Will the Winnipeg Jets now trade newly signed Jacob Trouba?

The stalemate is over as the Winnipeg Jets and Jacob Trouba has reached an agreement and signed a two-year deal. But will they be able to set aside their difference, or is Trouba still positioned to be traded out.

Score one for the Winnipeg Jets.

Jacob Trouba signed a two-year contract with the Jets Monday, below market value and of shorter term than he would have liked. The numbers — $2.5 million for this season and $3.5 million for next — make Trouba far easier to trade, and gives the Jets back a motivated defenceman who needs to prove his worth on the open market.

Trouba will return to a dressing room where he’ll have to prove his loyalty to the cause, and to a city that saw through the ruse right from the start. Trouba said it was about not wanting to play left defence. Winnipeggers knew it was about him not wanting to be in Winnipeg, be it playing on the left side, the right side or as Dancin’ Gabe’s backup.

And that is exactly why Jets General Manager Kevin Cheveldayoff couldn’t afford to blink.

First of all, as a player coming out of his entry-level deal, Trouba had one right under the Collective Bargaining Agreement: To withhold his services and not play NHL hockey this season. After that, he and agent Kurt Overhardt were in no position to dictate terms of Trouba’s employment to Cheveldayoff, beyond negotiating a deal in Winnipeg.

They pushed the Jets GM and he pushed back, the NHL market making it clear that the Jets ask for Trouba would inhibit him being dealt in time for the Dec. 1 deadline, after which he would have been ineligible to play.

Why did Cheveldayoff hold firm? Because he had no other choice.

The reality of being Winnipeg, a relatively small Canadian winter city, is that at any one time there are between five and 10 players in your dressing room who would love to be playing elsewhere. Or, their wives feel that way.

It’s hard enough to build a competitive club when the Jets are listed on every No Trade Clause list in hockey. Giving in to a 22-year-old, right-shot defenceman with ample skill and few rights would be GM suicide for Cheveldayoff.

So he left Trouba and Overhardt out in the cold, and on Monday got Trouba’s name on the kind of deal that will make him easy to trade. (Remember: This signing only means that Trouba thought it prudent to get playing. We won’t assume it has changed his opinion on living in Winnipeg.)

With an Average Annual Value of $3 million, Trouba took less than market value on the bridge deal he originally did not want. Who wouldn’t take Trouba on their club at that price? Though now, he might want to start working on his production in order to entice a trade.

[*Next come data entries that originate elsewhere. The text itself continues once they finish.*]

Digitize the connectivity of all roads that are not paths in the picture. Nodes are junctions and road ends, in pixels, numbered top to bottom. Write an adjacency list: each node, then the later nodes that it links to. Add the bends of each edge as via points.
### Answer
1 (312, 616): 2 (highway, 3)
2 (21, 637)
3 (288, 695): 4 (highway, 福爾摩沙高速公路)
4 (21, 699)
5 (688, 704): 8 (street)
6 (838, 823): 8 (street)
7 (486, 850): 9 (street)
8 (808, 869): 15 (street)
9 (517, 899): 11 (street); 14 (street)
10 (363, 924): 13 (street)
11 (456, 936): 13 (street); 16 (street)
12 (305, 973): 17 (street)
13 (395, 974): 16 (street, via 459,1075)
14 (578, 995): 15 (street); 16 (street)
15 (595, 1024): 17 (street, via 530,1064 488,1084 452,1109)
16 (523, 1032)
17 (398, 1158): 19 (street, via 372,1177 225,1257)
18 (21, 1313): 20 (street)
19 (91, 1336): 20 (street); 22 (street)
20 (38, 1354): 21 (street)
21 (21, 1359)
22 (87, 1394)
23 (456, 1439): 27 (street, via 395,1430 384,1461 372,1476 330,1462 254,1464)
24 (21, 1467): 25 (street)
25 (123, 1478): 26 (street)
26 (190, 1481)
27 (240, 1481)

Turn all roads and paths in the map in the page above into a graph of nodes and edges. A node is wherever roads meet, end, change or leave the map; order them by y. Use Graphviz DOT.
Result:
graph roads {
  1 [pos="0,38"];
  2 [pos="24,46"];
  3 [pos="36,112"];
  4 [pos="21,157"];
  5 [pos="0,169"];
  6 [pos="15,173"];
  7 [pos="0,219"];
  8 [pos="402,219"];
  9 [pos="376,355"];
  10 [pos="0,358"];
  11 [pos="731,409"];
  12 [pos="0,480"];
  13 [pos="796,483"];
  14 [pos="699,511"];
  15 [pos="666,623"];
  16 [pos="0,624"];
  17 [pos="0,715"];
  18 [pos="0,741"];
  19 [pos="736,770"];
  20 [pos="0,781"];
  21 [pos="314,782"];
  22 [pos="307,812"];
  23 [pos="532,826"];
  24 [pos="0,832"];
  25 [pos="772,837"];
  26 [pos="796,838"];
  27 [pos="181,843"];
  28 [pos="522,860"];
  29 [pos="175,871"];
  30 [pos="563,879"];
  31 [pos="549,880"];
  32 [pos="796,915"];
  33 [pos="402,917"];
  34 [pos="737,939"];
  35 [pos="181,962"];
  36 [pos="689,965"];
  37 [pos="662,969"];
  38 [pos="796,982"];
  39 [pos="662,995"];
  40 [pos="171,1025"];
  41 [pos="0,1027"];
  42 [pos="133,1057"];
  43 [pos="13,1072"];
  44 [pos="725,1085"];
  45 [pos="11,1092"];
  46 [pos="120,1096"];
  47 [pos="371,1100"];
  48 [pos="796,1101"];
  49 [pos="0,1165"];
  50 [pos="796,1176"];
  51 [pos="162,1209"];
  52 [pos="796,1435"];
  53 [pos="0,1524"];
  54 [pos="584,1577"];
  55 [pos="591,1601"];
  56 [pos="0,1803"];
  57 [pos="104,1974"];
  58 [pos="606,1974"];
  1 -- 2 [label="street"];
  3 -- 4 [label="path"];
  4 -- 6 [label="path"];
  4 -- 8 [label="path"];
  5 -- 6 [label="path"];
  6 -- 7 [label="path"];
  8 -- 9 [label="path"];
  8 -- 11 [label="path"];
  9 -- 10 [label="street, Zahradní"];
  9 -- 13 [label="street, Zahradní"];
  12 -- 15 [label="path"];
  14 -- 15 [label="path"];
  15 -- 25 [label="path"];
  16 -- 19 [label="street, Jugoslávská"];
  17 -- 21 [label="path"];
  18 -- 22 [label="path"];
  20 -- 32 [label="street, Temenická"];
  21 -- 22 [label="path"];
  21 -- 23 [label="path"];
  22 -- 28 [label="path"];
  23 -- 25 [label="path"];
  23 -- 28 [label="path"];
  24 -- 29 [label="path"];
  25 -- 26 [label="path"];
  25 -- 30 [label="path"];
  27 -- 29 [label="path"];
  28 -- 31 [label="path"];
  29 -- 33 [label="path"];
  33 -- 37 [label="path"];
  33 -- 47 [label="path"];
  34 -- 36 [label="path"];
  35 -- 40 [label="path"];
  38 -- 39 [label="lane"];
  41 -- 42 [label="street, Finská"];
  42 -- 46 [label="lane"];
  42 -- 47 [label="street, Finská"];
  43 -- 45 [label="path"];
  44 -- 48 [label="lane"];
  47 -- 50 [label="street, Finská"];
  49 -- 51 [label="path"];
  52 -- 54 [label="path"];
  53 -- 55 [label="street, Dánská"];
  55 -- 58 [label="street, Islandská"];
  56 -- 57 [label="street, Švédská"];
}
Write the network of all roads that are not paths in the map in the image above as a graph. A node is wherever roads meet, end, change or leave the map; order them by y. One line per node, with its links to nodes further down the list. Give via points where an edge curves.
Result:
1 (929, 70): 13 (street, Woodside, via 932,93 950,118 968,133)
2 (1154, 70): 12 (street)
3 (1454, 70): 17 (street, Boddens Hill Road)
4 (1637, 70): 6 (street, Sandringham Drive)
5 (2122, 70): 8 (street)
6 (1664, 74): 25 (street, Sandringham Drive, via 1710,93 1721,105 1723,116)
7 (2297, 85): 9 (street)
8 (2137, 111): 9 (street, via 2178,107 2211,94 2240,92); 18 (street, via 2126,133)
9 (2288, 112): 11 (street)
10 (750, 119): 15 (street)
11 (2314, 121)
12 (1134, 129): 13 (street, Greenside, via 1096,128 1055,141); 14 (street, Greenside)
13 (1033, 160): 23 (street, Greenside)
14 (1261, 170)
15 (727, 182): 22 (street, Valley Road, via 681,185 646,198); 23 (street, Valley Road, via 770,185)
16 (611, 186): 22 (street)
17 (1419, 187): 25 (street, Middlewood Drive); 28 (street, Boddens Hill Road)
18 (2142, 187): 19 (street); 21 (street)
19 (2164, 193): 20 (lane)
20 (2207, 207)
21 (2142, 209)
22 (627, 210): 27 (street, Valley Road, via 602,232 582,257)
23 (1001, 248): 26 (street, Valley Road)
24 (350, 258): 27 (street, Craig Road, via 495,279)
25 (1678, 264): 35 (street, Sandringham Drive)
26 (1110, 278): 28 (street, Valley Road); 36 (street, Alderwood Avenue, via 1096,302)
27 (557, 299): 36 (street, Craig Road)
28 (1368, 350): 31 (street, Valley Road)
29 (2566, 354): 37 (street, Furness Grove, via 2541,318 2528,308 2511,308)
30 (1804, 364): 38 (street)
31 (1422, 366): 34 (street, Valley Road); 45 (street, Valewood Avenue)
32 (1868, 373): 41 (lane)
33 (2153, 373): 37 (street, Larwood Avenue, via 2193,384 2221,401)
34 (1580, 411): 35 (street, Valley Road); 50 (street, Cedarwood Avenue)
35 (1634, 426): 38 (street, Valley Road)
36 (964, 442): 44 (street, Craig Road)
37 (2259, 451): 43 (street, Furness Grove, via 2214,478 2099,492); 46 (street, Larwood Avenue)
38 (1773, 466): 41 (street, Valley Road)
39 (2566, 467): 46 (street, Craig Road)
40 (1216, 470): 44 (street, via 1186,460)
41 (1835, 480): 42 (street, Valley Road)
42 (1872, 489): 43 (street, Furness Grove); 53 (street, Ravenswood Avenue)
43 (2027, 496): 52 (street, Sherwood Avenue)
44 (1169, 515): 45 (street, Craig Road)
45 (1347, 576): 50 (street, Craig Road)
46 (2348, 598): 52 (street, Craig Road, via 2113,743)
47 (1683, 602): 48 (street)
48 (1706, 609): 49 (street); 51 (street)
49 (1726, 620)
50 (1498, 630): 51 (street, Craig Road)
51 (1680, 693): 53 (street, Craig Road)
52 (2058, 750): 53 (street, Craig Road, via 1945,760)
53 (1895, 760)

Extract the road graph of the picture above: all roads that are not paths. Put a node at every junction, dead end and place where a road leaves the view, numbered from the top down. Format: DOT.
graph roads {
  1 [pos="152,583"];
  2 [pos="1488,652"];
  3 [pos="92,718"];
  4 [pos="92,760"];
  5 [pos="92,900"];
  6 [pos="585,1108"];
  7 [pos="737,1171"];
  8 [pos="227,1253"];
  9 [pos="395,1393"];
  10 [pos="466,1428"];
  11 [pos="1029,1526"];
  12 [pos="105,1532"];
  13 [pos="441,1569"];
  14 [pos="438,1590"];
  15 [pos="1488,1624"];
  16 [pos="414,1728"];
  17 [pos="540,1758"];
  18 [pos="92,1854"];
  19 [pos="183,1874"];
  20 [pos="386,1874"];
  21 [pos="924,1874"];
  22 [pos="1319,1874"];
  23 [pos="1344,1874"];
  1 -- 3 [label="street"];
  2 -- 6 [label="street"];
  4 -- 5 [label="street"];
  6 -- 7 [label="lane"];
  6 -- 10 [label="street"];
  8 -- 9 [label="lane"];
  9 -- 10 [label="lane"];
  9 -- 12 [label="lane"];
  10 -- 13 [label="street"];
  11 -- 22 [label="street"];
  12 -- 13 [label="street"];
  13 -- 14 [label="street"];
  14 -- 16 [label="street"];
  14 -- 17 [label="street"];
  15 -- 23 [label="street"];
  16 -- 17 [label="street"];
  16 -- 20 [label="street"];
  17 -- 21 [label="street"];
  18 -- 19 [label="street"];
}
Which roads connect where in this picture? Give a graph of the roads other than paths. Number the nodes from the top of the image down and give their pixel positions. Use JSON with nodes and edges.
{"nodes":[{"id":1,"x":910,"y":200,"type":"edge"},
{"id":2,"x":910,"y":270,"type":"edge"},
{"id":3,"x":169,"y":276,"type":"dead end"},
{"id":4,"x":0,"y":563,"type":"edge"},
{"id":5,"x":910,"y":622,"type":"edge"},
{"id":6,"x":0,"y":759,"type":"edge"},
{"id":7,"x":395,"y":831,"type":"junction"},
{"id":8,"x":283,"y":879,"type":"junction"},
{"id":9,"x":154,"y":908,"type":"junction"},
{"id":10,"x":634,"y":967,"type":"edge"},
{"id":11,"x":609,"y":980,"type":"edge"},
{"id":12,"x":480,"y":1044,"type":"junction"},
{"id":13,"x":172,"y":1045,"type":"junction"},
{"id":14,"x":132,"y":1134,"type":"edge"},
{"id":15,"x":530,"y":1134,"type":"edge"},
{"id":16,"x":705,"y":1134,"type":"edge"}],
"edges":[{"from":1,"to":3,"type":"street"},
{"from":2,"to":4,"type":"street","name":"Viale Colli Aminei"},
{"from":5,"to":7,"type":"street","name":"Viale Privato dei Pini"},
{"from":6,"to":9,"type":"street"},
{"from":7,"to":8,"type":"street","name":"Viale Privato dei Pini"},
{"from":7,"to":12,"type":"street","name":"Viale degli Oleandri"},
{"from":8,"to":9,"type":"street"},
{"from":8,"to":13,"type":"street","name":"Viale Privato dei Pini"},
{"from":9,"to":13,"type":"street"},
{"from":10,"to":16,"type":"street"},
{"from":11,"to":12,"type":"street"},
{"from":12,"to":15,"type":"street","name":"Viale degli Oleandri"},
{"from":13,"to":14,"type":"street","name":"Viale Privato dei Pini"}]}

He has still never had a 30-point season, and only once has Trouba surpassed 22 points. Not exactly the American Bobby Orr here, right?

Trouba is one of those players whose name has been out on the market for so long, he can become over-valued. In reality, there are many hockey people who question whether Trouba’s points production and decision making will qualify him as a player worth top-pairing money.

Certainly, at the recent World Cup of Hockey he was Team North America’s seventh defenceman until Aaron Ekblad succumbed to injury. And even then it was St. Louis’ Colton Parayko who was moved up to join Morgan Rielly on the top pair, not Trouba.

Others, however, covet Trouba as an up and coming Brent Seabrook type, with a good shot, and size (6-foot-3, 202 pounds) that can make for the complete package.

Now that he is back in the Jets lineup, the only question that remains is whether Cheveldayoff will consummate a trade for the player, or whether we’ll find ourselves in the same spot a year-and-a-half from now. Consider that Canadian teams are out of the mix on a trade, and a portion of the remaining American teams do not have the pieces to entice Cheveldayoff, or the cap space to make a deal happen.

And what if the players offered up in return don’t want to play in Winnipeg either? That’s a factor that has become reality for the Jets.

Of those eligible clubs, will Cheveldayoff keep his asking price as high as it was these past few weeks? Or will he lower it enough to placate the player with a deal that still helps the Jets save face?

Cheveldayoff won Round 1 with Trouba in decisive fashion. But if Trouba truly doesn’t want to live in the 204 area code, it’s best to move him out before his discontent infects any of his teammates.

After the deal Cheveldayoff made for Evander Kane, Jets fans should have faith in their GM when it comes to moving a far more saleable player.